- **Exercise goal**
The answer should consist of every line in the material below that has the word "moveTo".

Start of Dataset records

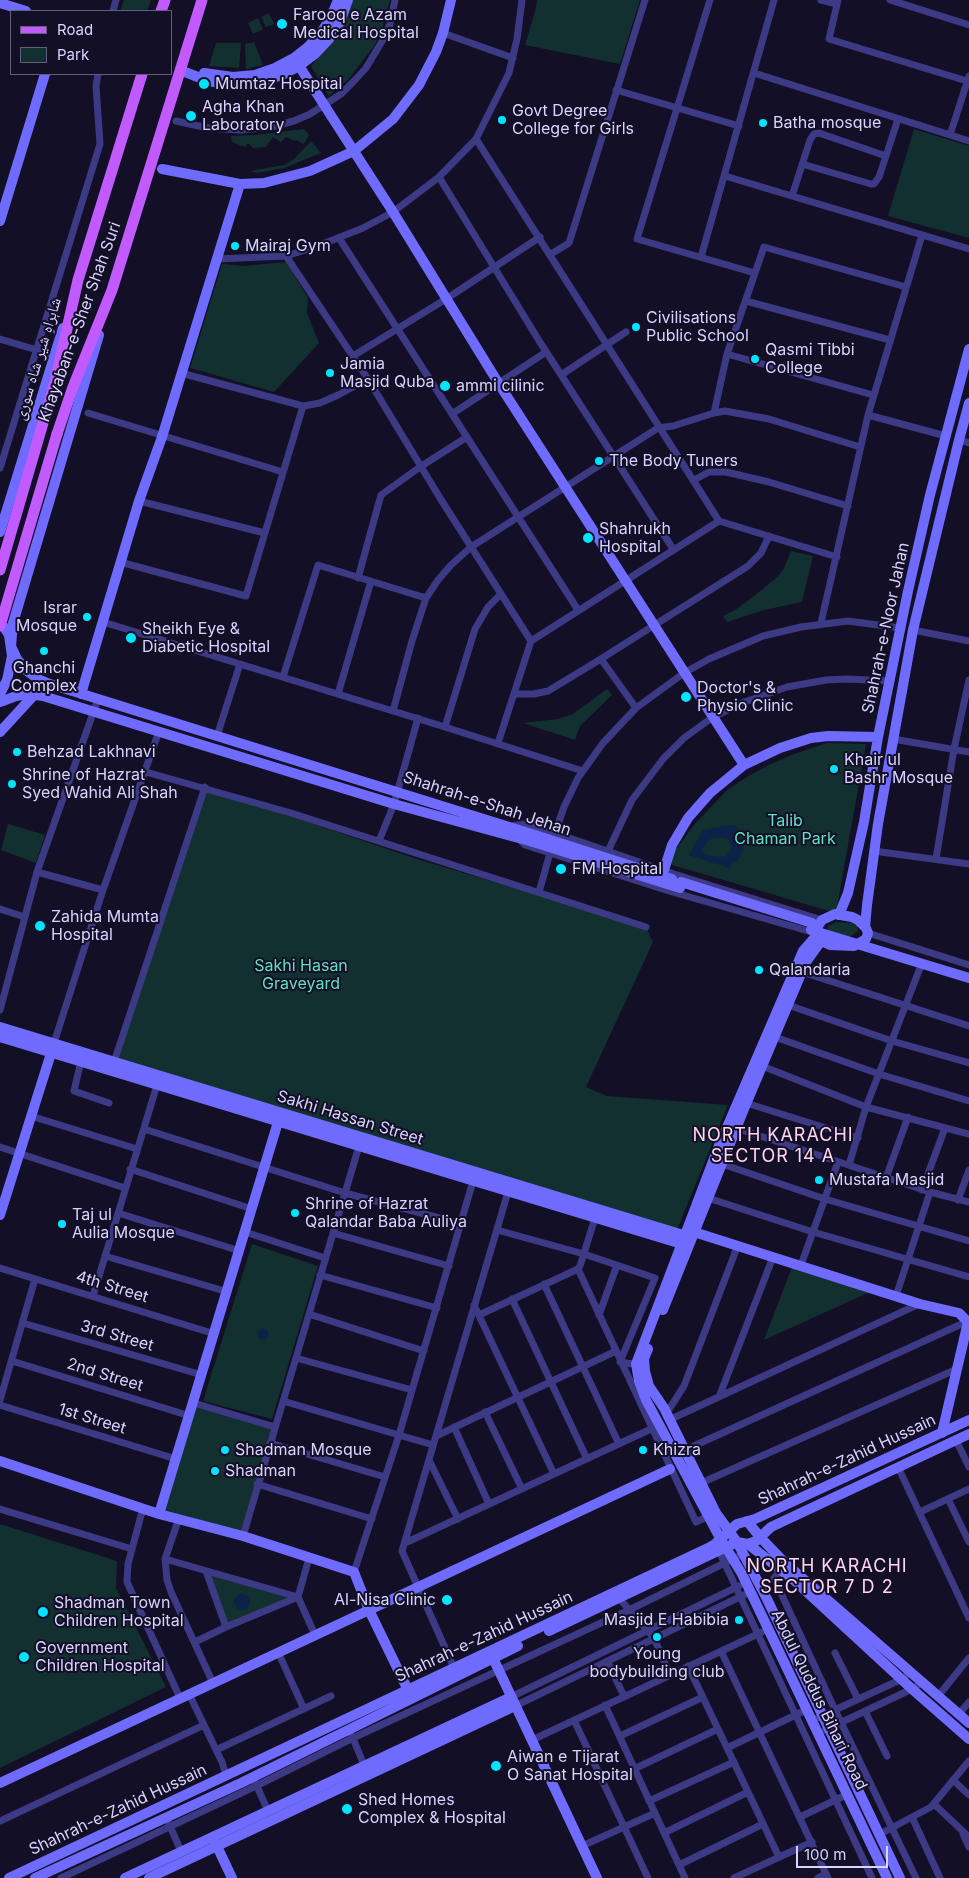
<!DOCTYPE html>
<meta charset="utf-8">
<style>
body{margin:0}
#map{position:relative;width:969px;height:1878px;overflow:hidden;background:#130f26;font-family:Inter,sans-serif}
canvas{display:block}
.legend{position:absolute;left:10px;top:10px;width:162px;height:65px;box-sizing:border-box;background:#130f26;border:1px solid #625e7d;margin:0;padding:6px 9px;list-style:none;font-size:15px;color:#d9d4ff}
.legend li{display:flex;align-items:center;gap:10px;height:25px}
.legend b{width:25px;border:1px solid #625e7d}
.scale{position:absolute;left:796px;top:1846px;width:92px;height:22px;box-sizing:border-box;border:2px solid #d9d4ff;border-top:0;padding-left:6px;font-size:15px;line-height:18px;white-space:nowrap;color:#d9d4ff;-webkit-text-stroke:4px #130f26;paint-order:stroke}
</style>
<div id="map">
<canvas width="969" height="1878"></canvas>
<ul class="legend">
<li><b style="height:6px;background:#c25bff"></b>Road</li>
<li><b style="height:14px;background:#12302f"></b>Park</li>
</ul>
<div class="scale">100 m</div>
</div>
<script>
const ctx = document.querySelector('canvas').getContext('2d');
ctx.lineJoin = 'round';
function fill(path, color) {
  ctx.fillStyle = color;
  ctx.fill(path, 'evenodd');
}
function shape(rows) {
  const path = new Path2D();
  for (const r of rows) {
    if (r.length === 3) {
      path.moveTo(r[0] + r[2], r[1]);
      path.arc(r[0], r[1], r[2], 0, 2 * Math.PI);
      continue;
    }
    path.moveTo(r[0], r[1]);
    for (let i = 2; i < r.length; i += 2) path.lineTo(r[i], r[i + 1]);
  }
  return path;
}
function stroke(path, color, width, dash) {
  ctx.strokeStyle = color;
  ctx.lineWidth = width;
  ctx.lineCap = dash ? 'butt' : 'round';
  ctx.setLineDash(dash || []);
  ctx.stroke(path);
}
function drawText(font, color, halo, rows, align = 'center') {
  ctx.font = font + ' Inter,"Noto Naskh Arabic",sans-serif';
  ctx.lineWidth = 4;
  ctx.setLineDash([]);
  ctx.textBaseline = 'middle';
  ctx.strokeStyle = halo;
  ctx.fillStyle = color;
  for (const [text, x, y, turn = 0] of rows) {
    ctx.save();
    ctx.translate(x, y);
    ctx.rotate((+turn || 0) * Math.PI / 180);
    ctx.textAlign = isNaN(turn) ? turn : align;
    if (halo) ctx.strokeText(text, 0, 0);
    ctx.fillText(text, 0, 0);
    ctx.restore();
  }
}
const green = shape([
 [124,0,151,0,147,11,120,11],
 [353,0,390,0,381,32,374,46,348,80,329,96,311,66,334,41,346,20],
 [537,0,640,0,620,64,525,45,536,8],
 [269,13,274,24,266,27,261,17],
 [258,18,263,29,253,34,248,23],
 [254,42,263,65,246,69,245,44],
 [216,43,241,43,239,68,209,66],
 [304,129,309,135,304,144,301,143,297,140,294,141,286,137,281,142,273,137,266,147,253,148,248,143,245,147,232,142,231,136,255,135],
 [914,129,969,146,969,238,888,216],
 [311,141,321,153,284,168,257,173,250,171,284,165,294,159],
 [286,262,308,298,307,313,319,343,274,392,190,368,222,264,244,266],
 [791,551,813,556,802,602,764,610,727,622,723,616,735,610,758,593,779,575,784,568],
 [607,689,612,695,580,726,575,740,523,723,558,719,573,714],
 [827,743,866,744,836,913,669,864,672,854,695,824,727,790,750,775,769,765,794,754],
 [205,787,420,860,646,927,653,942,586,1087,607,1096,728,1105,672,1242,111,1071],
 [8,824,45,835,36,863,1,850],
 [836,922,852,923,857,925,858,931,848,938,827,931,828,926],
 [252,1244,318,1266,272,1419,203,1401],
 [792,1267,870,1292,764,1340],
 [194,1403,275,1427,243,1536,159,1514],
 [0,1524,117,1561,116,1588,166,1687,0,1768],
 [206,1571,298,1597,226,1627]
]);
const water = shape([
 [731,825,736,826,744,847,738,861,733,863,729,868,689,855,703,830],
 [713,838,726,838,731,843,732,847,725,857,708,855,702,851,708,840],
 [263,1334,5.5],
 [242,1602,8]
]);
const street = shape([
 [710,0,637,239,755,273],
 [821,0,837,4],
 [838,0,829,39,967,81],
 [890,0,969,25],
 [113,11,116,0],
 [443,33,513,58],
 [754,73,969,141],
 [616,90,739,126],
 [176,121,208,128,241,130,271,127,294,121,310,114,341,94,354,81,366,68,384,38,390,24,395,0],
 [950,135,969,76],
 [476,139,719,521],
 [802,164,871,184,874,184,879,177,886,156],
 [725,176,969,249],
 [439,177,538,339,673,549],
 [792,196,810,140,814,134,819,133,886,156,898,119],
 [339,238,578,610],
 [551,254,569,243,645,0],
 [286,256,368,379,440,498,531,641],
 [701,257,774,0],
 [216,259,286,256,315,247,363,228,393,212,439,177,476,139,509,73,517,39,522,0],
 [746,301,890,340],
 [0,339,54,355],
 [727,354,873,395],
 [353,356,446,299,540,237],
 [181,373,303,406,320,403,338,395,368,379],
 [561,375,626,332],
 [88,413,283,472],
 [714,413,727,354,764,247,906,287],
 [452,414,546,352],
 [868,415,946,436],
 [959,440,969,443],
 [0,468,100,144,96,86,98,74],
 [694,480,709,472,726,472,769,482,848,506],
 [139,501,265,533],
 [120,562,246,596,303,406],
 [358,578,381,495,420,467,467,437],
 [103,622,445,727,583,771],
 [821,623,868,415,922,235],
 [913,630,969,641],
 [601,659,636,708],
 [283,677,318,565,426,598],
 [338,694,371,581],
 [514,694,534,694,548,691,596,662,748,566,761,553,769,536],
 [393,711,412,641,426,598,438,580,451,565,471,547,658,428,673,426,714,413,725,411,769,419,860,447],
 [445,727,475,629,488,607,501,594],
 [217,736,240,664],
 [893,739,969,752],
 [498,743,531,641,719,521,837,557],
 [146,772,291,813,646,927],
 [511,826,523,824,555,833,674,874,822,920],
 [555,833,564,807,578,778,603,743,636,708,684,673,709,659,763,636,801,627,848,621,900,628],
 [379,841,394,804,418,718],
 [522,842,525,845,550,853,669,891,815,933],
 [608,851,632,800,663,759,684,738,713,717,742,703,787,687,826,680,847,679,889,681],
 [874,851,969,864],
 [936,859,954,749,969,680],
 [37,872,103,890],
 [539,892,550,853],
 [0,909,25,917],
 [868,933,969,965],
 [802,972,969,1026],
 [788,1005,892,1041,969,1063],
 [0,1010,37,872,98,699],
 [775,1037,879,1074,969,1101],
 [54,1043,103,890,159,731],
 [81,1061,74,1091,109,1103],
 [114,1062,205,787],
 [762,1066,866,1107,969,1134],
 [746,1103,858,1138],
 [31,1116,137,1149],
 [736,1128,930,1192,969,1202],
 [144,1129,345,1193,462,1224],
 [0,1147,125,1188],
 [722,1164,825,1199,969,1241],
 [849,1165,866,1107,920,968],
 [130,1169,252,1209],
 [886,1178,908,1117],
 [922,1190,945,1128],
 [708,1198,813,1232,969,1277],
 [958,1200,969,1170],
 [118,1213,240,1251],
 [595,1218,580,1266,578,1269,696,1522,709,1516],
 [497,1230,584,1254,655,1278,620,1362,639,1365],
 [245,1232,325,1258],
 [333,1233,449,1266],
 [105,1256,228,1292],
 [801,1265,838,1162],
 [0,1268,215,1334],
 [320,1275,437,1308],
 [544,1284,619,1444],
 [93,1296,157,1085],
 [896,1296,930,1192],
 [512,1299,587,1459],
 [474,1305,554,1474],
 [309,1314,424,1351],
 [479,1315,578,1269],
 [599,1315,617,1265],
 [23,1323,202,1375],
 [296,1358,412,1390],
 [12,1361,190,1416],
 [719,1397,773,1257],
 [0,1400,35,1279],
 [283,1401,433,1445],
 [194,1403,275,1427],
 [0,1405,176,1459],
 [485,1412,522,1489],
 [666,1414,684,1386,738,1245],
 [669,1420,919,1304],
 [454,1427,489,1504],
 [436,1436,616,1351],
 [956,1440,969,1467],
 [270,1443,385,1477],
 [685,1450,968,1321],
 [429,1460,458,1519],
 [898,1467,969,1618],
 [701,1483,957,1369],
 [257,1484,372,1519],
 [948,1499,969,1542],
 [143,1508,128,1564,127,1582,180,1698],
 [0,1509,132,1549],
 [920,1512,969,1489],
 [179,1518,165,1559,167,1580,171,1592,213,1683],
 [243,1536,359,1146],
 [405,1543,651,1429],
 [718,1549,872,1878],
 [165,1559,298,1597,315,1635],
 [781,1570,774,1578,835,1710,916,1878],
 [206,1571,226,1627],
 [354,1572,399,1435,473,1181],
 [619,1598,654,1638,670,1675],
 [195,1642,226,1627,298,1597,309,1558],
 [721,1651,828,1878],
 [278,1652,304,1709],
 [835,1653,858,1699],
 [607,1661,624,1696],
 [688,1666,779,1857],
 [454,1668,402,1551,508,1192],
 [189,1694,222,1762,226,1775],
 [939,1695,969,1658],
 [511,1697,739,1586],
 [605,1705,685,1878],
 [515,1706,750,1592],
 [865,1711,887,1756],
 [959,1714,969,1702],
 [574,1720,648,1878],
 [813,1720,902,1679,911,1672],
 [825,1730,912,1689,923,1682],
 [352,1736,364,1765],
 [620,1736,703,1697],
 [532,1740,762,1632],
 [727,1748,808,1709],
 [216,1750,331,1696],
 [634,1769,718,1729],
 [953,1780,969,1795],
 [255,1782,268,1811],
 [649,1801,734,1762],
 [934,1804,969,1837],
 [800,1817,848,1794],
 [912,1817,940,1878],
 [0,1821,204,1725],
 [169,1824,181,1851],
 [664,1833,748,1792],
 [880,1834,931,1807,969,1761],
 [963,1834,969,1847],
 [582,1846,655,1813],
 [679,1865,763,1824],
 [61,1878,256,1786,353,1738,629,1610,743,1554],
 [734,1878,812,1842],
 [818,1878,826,1874]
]);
const secondary = shape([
 [0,3,26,11],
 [294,58,393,212,499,384,744,765],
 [180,70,208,81,226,84,245,84,264,81,282,75,299,66,315,54,329,39,340,22,348,0],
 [204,73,233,77,255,75,275,68,294,58,308,47,321,33,331,17,338,0],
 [162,169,240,184,264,183,310,171,354,151,393,119,419,85,436,52,443,33,451,0],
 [0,221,45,74],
 [0,532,63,328],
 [0,624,4,627,9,635,12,656,7,680,0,694],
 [11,646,17,659,26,670,38,679,50,684,535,835],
 [11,646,13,623,99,335],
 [81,694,139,501,162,437,240,184],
 [0,702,16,696,29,694,43,696,394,804,533,842],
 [0,732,34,695],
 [664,870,672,845,688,818,710,793,744,765,780,748,811,738,828,736,878,737],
 [681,882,812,923],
 [835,914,852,917,858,920,866,928,868,933,866,939,854,946,830,945,821,941,815,933,818,926,822,920,835,914],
 [839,915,848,893,864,822,878,737,908,591,930,495,969,349],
 [865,927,867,905,878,824,913,630,959,440,969,403],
 [816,936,803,951,718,1148,636,1364,639,1381,646,1400,720,1538,742,1574,887,1878],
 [0,1027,690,1237],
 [0,1037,685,1245],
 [0,1215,53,1047],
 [694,1232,920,1304,959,1313,968,1322,942,1433],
 [663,1310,744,1109,806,962,821,941],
 [648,1349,644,1359,645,1371,649,1386,664,1408,716,1513,737,1542,767,1599,900,1878],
 [0,1461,159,1514,243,1536,354,1572,369,1610,408,1690],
 [159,1514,278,1122],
 [747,1521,760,1537,784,1562,969,1723],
 [748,1544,795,1581,912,1689,969,1739],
 [549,1631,737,1542,748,1544,756,1541,771,1527,969,1434],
 [493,1658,597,1878],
 [0,1783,670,1469],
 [214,1840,232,1878],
 [9,1878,708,1548,715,1544,737,1524,755,1519,969,1420],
 [35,1878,241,1783,518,1646],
 [125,1878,511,1697],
 [149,1878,515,1706]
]);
const primary = shape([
 [161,11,165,0],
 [57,434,73,387,112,290,202,0],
 [0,570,55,382,78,280,142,74]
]);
const secondaryBridge = shape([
 [535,835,672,879],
 [533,842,680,888],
 [811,930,969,978]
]);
const primaryBridge = shape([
 [0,626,57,434]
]);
const markers = [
 [282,24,6,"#00e5ff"],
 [204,84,6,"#00e5ff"],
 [191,116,6,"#00e5ff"],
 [502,120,5,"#00e5ff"],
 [763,123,5,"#00e5ff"],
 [235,246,5,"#00e5ff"],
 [636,327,5,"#00e5ff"],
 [755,359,5,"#00e5ff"],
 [330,373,5,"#00e5ff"],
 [445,386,6,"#00e5ff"],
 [599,461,5,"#00e5ff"],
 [588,538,6,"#00e5ff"],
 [87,617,5,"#00e5ff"],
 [131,638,6,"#00e5ff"],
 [44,651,5,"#00e5ff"],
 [686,697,6,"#00e5ff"],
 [17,752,5,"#00e5ff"],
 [834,769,5,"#00e5ff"],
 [12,784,5,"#00e5ff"],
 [561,869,6,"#00e5ff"],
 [40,926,6,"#00e5ff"],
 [759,970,5,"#00e5ff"],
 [819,1180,5,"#00e5ff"],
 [295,1213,5,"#00e5ff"],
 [62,1224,5,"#00e5ff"],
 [225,1450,5,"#00e5ff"],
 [643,1450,5,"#00e5ff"],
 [215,1471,5,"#00e5ff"],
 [447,1600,6,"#00e5ff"],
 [43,1612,6,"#00e5ff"],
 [739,1620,5,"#00e5ff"],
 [657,1637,5,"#00e5ff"],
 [24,1657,6,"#00e5ff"],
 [496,1766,6,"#00e5ff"],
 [347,1809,6,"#00e5ff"]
];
const poiNames = [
 ["Farooq e Azam",293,15],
 ["Medical Hospital",293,33],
 ["Mumtaz Hospital",215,84],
 ["Agha Khan",202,107],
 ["Laboratory",202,125],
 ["Govt Degree",512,111],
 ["College for Girls",512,129],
 ["Batha mosque",773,123],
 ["Mairaj Gym",245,246],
 ["Civilisations",646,318],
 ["Public School",646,336],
 ["Qasmi Tibbi",765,350],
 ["College",765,368],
 ["Jamia",340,364],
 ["Masjid Quba",340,382],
 ["ammi cilinic",456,386],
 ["The Body Tuners",609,461],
 ["Shahrukh",599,529],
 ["Hospital",599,547],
 ["Israr",77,608,"right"],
 ["Mosque",77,626,"right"],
 ["Sheikh Eye &",142,629],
 ["Diabetic Hospital",142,647],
 ["Ghanchi",44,668,"center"],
 ["Complex",44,686,"center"],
 ["Doctor's &",697,688],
 ["Physio Clinic",697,706],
 ["Behzad Lakhnavi",27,752],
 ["Khair ul",844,760],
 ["Bashr Mosque",844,778],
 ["Shrine of Hazrat",22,775],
 ["Syed Wahid Ali Shah",22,793],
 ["FM Hospital",572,869],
 ["Zahida Mumta",51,917],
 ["Hospital",51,935],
 ["Qalandaria",769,970],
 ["Mustafa Masjid",829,1180],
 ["Shrine of Hazrat",305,1204],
 ["Qalandar Baba Auliya",305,1222],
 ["Taj ul",72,1215],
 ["Aulia Mosque",72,1233],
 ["Shadman Mosque",235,1450],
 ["Khizra",653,1450],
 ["Shadman",225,1471],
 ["Al-Nisa Clinic",436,1600,"right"],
 ["Shadman Town",54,1603],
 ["Children Hospital",54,1621],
 ["Masjid E Habibia",729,1620,"right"],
 ["Government",35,1648],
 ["Children Hospital",35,1666],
 ["Young",657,1654,"center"],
 ["bodybuilding club",657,1672,"center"],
 ["Aiwan e Tijarat",507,1757],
 ["O Sanat Hospital",507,1775],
 ["Shed Homes",358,1800],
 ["Complex & Hospital",358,1818]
];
const streetNames = [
 ["Khayaban-e-Sher Shah Suri",80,322,-70],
 ["شاہراہِ شیر شاہ سوری",38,359,-73],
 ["Shahrah-e-Noor Jahan",886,628,-78],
 ["Shahrah-e-Shah Jehan",487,804,18],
 ["Sakhi Hassan Street",350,1118,17],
 ["4th Street",112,1287,17],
 ["3rd Street",117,1336,16],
 ["2nd Street",105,1375,17],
 ["1st Street",92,1419,17],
 ["Shahrah-e-Zahid Hussain",847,1460,-25],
 ["Shahrah-e-Zahid Hussain",484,1637,-25],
 ["Abdul Quddus Bihari Road",819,1700,64],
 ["Shahrah-e-Zahid Hussain",118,1810,-25]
];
const parkNames = [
 ["Talib",785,821],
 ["Chaman Park",785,839],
 ["Sakhi Hasan",301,966],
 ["Graveyard",301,984]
];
const neighbourhoodNames = [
 ["NORTH KARACHI",773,1136],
 ["SECTOR 14 A",773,1157],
 ["NORTH KARACHI",827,1567],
 ["SECTOR 7 D 2",827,1588]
];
fill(green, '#12302f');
fill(water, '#0c2248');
stroke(street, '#3d3a85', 7);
stroke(secondary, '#6f6bff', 10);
stroke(primary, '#c25bff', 11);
stroke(secondaryBridge, '#6f6bff', 10);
stroke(primaryBridge, '#c25bff', 11);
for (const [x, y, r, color] of markers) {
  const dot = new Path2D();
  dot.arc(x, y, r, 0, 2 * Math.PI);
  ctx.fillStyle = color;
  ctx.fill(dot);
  stroke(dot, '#130f26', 2);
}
drawText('16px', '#d9d4ff', '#130f26', poiNames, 'left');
drawText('16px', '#d9d4ff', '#130f26', streetNames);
drawText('16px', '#5fe0c0', '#130f26', parkNames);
ctx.letterSpacing = '1px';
drawText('18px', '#ffd6f0', '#130f26', neighbourhoodNames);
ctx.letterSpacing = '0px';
</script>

End of Dataset records

- **Solution below**
      path.moveTo(r[0] + r[2], r[1]);
    path.moveTo(r[0], r[1]);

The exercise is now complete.